4. Vérifiez la liquidité du marché
Allez voir le carnet d’ordres. Est-ce que le marché est assez liquide pour que votre ordre soit exécuté au prix indiqué? Sinon, vous risquez un glissement de prix important qui grugera votre avantage.
5. Choisissez bien la taille de votre position
Déterminez le pourcentage maximum de votre portefeuille que vous acceptez d’affecter à une seule transaction, puis réduisez-le si votre conviction est moins forte ou si le marché est peu liquide. Ça vous protégera contre les erreurs d’estimation sans vous faire perdre votre avance.
6. Mettez par écrit votre raisonnement
Notez les raisons qui vous motivent à faire cette transaction : votre estimation, la justification, le prix du marché et l’espérance de gain que vous avez calculée.
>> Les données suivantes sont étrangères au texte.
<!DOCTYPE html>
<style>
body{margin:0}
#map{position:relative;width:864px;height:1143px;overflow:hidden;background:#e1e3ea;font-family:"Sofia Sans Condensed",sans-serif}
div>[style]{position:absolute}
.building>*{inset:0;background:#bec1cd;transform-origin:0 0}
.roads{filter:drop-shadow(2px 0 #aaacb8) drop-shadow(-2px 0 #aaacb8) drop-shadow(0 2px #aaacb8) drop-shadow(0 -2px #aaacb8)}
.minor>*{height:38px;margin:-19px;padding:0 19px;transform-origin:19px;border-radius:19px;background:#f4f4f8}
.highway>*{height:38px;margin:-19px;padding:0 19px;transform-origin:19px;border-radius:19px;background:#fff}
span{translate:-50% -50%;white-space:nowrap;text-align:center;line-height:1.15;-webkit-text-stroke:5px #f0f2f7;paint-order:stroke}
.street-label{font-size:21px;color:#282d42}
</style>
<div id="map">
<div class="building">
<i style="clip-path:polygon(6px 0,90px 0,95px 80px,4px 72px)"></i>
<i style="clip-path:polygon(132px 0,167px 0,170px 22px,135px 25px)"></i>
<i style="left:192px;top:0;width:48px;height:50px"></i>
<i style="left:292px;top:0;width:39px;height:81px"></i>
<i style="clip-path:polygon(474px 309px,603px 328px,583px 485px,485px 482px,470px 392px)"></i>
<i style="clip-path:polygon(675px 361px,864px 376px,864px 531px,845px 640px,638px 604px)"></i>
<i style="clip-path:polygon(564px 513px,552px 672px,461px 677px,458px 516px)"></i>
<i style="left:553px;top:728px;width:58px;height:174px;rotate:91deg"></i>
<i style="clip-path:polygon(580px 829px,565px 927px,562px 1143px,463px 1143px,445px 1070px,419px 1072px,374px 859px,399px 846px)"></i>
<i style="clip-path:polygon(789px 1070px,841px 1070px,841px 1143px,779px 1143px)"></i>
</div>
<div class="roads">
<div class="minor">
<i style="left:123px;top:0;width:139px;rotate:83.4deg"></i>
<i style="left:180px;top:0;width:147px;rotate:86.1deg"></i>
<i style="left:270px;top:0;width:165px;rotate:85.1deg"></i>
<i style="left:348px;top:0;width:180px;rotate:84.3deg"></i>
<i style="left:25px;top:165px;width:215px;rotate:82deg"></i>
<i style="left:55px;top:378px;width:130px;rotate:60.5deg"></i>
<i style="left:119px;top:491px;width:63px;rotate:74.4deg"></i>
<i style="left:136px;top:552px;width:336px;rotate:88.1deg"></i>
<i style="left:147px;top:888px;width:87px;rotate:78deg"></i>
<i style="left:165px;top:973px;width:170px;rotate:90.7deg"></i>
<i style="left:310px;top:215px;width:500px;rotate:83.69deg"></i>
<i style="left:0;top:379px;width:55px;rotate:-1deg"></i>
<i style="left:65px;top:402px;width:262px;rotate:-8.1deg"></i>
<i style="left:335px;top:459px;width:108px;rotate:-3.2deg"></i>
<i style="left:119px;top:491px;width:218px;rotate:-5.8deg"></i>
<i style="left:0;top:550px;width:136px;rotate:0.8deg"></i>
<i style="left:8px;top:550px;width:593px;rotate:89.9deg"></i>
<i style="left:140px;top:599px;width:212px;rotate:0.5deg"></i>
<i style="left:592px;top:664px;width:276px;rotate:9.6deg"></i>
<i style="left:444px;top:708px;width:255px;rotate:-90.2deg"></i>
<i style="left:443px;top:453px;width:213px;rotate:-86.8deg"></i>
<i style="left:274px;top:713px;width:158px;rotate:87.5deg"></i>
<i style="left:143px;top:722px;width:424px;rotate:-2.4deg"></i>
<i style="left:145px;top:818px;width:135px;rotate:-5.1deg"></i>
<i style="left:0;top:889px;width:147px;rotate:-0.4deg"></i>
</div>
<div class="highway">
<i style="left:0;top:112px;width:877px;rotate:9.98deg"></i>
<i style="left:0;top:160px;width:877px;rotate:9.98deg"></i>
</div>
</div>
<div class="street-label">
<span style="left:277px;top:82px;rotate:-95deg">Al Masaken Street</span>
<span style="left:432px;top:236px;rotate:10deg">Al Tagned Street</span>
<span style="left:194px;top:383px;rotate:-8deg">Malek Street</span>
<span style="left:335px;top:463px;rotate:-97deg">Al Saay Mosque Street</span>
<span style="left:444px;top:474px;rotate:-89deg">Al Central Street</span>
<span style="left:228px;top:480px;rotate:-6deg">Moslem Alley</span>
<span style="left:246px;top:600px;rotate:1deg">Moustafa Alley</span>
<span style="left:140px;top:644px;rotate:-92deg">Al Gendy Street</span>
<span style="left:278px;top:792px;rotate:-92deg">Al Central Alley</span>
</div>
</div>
Ces renseignements sont essentiels pour évaluer la justesse de vos estimations au fil du temps et pour détecter les tendances dans vos décisions.
Comment commencer à chercher des occasions
On n’atteint pas le niveau expert du jour au lendemain. Il faut s’exercer de façon constante pendant des mois et des années, s’autoévaluer avec honnêteté et tenir un registre méticuleux.
Commencez par quelque chose de simple. Choisissez quelques marchés que vous comprenez bien (par exemple, les indicateurs économiques du Canada ou les événements que vous suivez de près), puis exercez-vous à estimer les probabilités avant de regarder les prix. Faites un suivi pour tout. Examinez vos résultats régulièrement et essayez de cerner les tendances. Est-ce que vous avez toujours trop confiance en vos calculs? Ou avez-vous tendance à trop ajuster vos estimations en fonction de l’actualité?
Les aptitudes d’analyse que vous allez acquérir sont transférables. Vous pourrez utiliser la même démarche (établir vos propres estimations, calculer l’espérance de gain, gérer la taille des positions) dans d’autres sphères de la finance : investir dans des actions, analyser des fonds négociés en bourse (FNB), négocier des options, etc. Les marchés de prédiction sont très utiles pour apprendre à raisonner de façon disciplinée quand le résultat est incertain.
Petite remarque à propos de la réglementation : en date de mars 2026, l’Organisme canadien de réglementation des investissements (OCRI) autorise les contrats de prédiction au Canada dans trois catégories, soit les prévisions économiques, les prévisions environnementales et les indicateurs financiers. La réglementation évolue constamment, alors il faut toujours vérifier le cadre réglementaire applicable à une plateforme avant d’y participer.
Pour tirer son épingle du jeu sur les marchés de prédiction, il faut avoir les mêmes qualités qu’en investissement : patience, rigueur analytique, discipline émotionnelle, et engagement à faire un suivi et à peaufiner son processus. Ce n’est pas une seule transaction qui fera la différence, mais plutôt le système que vous mettrez en place pour repérer les occasions.